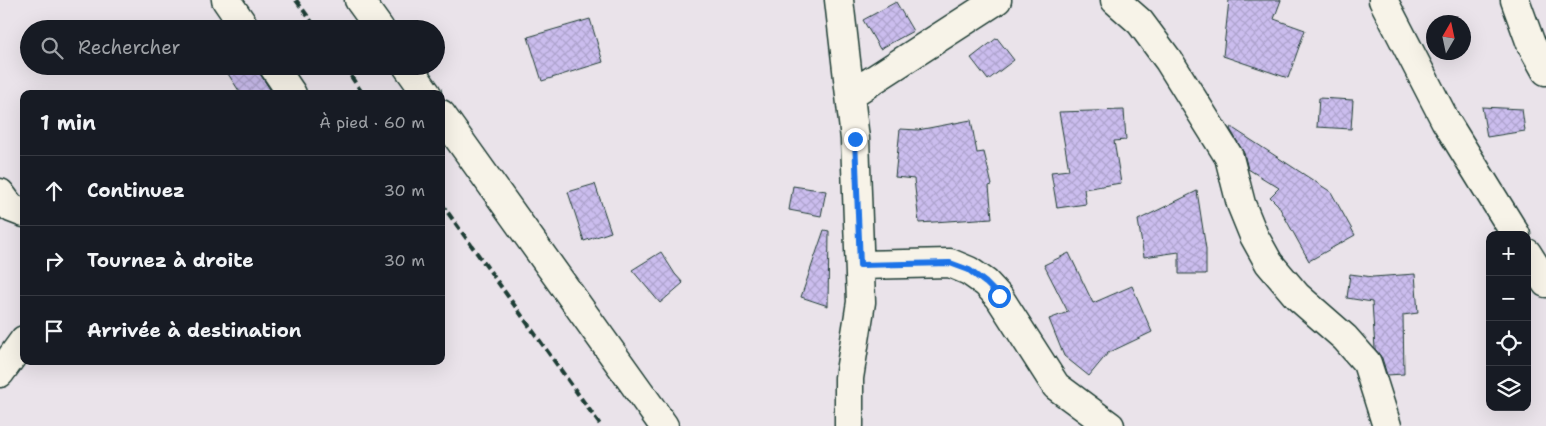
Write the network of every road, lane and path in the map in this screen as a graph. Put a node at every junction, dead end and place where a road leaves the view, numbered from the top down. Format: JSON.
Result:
{"nodes":[{"id":1,"x":226,"y":0,"type":"edge"},
{"id":2,"x":359,"y":0,"type":"edge"},
{"id":3,"x":839,"y":0,"type":"edge"},
{"id":4,"x":996,"y":0,"type":"edge"},
{"id":5,"x":1116,"y":0,"type":"edge"},
{"id":6,"x":1383,"y":0,"type":"edge"},
{"id":7,"x":1515,"y":0,"type":"edge"},
{"id":8,"x":240,"y":20,"type":"edge"},
{"id":9,"x":373,"y":20,"type":"edge"},
{"id":10,"x":1546,"y":71,"type":"edge"},
{"id":11,"x":279,"y":75,"type":"edge"},
{"id":12,"x":413,"y":75,"type":"edge"},
{"id":13,"x":289,"y":90,"type":"edge"},
{"id":14,"x":424,"y":90,"type":"edge"},
{"id":15,"x":850,"y":95,"type":"junction"},
{"id":16,"x":445,"y":120,"type":"edge"},
{"id":17,"x":0,"y":193,"type":"edge"},
{"id":18,"x":20,"y":211,"type":"edge"},
{"id":19,"x":1514,"y":231,"type":"edge"},
{"id":20,"x":1531,"y":259,"type":"edge"},
{"id":21,"x":860,"y":265,"type":"junction"},
{"id":22,"x":1546,"y":283,"type":"edge"},
{"id":23,"x":20,"y":345,"type":"edge"},
{"id":24,"x":0,"y":372,"type":"edge"},
{"id":25,"x":664,"y":426,"type":"edge"},
{"id":26,"x":849,"y":426,"type":"edge"},
{"id":27,"x":1110,"y":426,"type":"edge"},
{"id":28,"x":1387,"y":426,"type":"edge"}],
"edges":[{"from":1,"to":8,"type":"street"},
{"from":2,"to":9,"type":"street"},
{"from":3,"to":15,"type":"street"},
{"from":4,"to":15,"type":"street"},
{"from":5,"to":28,"type":"street"},
{"from":6,"to":19,"type":"street"},
{"from":7,"to":10,"type":"street"},
{"from":11,"to":13,"type":"street"},
{"from":12,"to":14,"type":"street"},
{"from":15,"to":21,"type":"street"},
{"from":16,"to":25,"type":"street"},
{"from":17,"to":18,"type":"street"},
{"from":20,"to":22,"type":"street"},
{"from":21,"to":26,"type":"street"},
{"from":21,"to":27,"type":"street"},
{"from":23,"to":24,"type":"street"}]}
════
WHAT TO WORK ON: Word for word, reproduce all the data, but not the pictures.

ANSWER TO THE PROBLEM:
Write the network of every road, lane and path in the map in this screen as a graph. Put a node at every junction, dead end and place where a road leaves the view, numbered from the top down. Format: JSON.
Result:
{"nodes":[{"id":1,"x":226,"y":0,"type":"edge"},
{"id":2,"x":359,"y":0,"type":"edge"},
{"id":3,"x":839,"y":0,"type":"edge"},
{"id":4,"x":996,"y":0,"type":"edge"},
{"id":5,"x":1116,"y":0,"type":"edge"},
{"id":6,"x":1383,"y":0,"type":"edge"},
{"id":7,"x":1515,"y":0,"type":"edge"},
{"id":8,"x":240,"y":20,"type":"edge"},
{"id":9,"x":373,"y":20,"type":"edge"},
{"id":10,"x":1546,"y":71,"type":"edge"},
{"id":11,"x":279,"y":75,"type":"edge"},
{"id":12,"x":413,"y":75,"type":"edge"},
{"id":13,"x":289,"y":90,"type":"edge"},
{"id":14,"x":424,"y":90,"type":"edge"},
{"id":15,"x":850,"y":95,"type":"junction"},
{"id":16,"x":445,"y":120,"type":"edge"},
{"id":17,"x":0,"y":193,"type":"edge"},
{"id":18,"x":20,"y":211,"type":"edge"},
{"id":19,"x":1514,"y":231,"type":"edge"},
{"id":20,"x":1531,"y":259,"type":"edge"},
{"id":21,"x":860,"y":265,"type":"junction"},
{"id":22,"x":1546,"y":283,"type":"edge"},
{"id":23,"x":20,"y":345,"type":"edge"},
{"id":24,"x":0,"y":372,"type":"edge"},
{"id":25,"x":664,"y":426,"type":"edge"},
{"id":26,"x":849,"y":426,"type":"edge"},
{"id":27,"x":1110,"y":426,"type":"edge"},
{"id":28,"x":1387,"y":426,"type":"edge"}],
"edges":[{"from":1,"to":8,"type":"street"},
{"from":2,"to":9,"type":"street"},
{"from":3,"to":15,"type":"street"},
{"from":4,"to":15,"type":"street"},
{"from":5,"to":28,"type":"street"},
{"from":6,"to":19,"type":"street"},
{"from":7,"to":10,"type":"street"},
{"from":11,"to":13,"type":"street"},
{"from":12,"to":14,"type":"street"},
{"from":15,"to":21,"type":"street"},
{"from":16,"to":25,"type":"street"},
{"from":17,"to":18,"type":"street"},
{"from":20,"to":22,"type":"street"},
{"from":21,"to":26,"type":"street"},
{"from":21,"to":27,"type":"street"},
{"from":23,"to":24,"type":"street"}]}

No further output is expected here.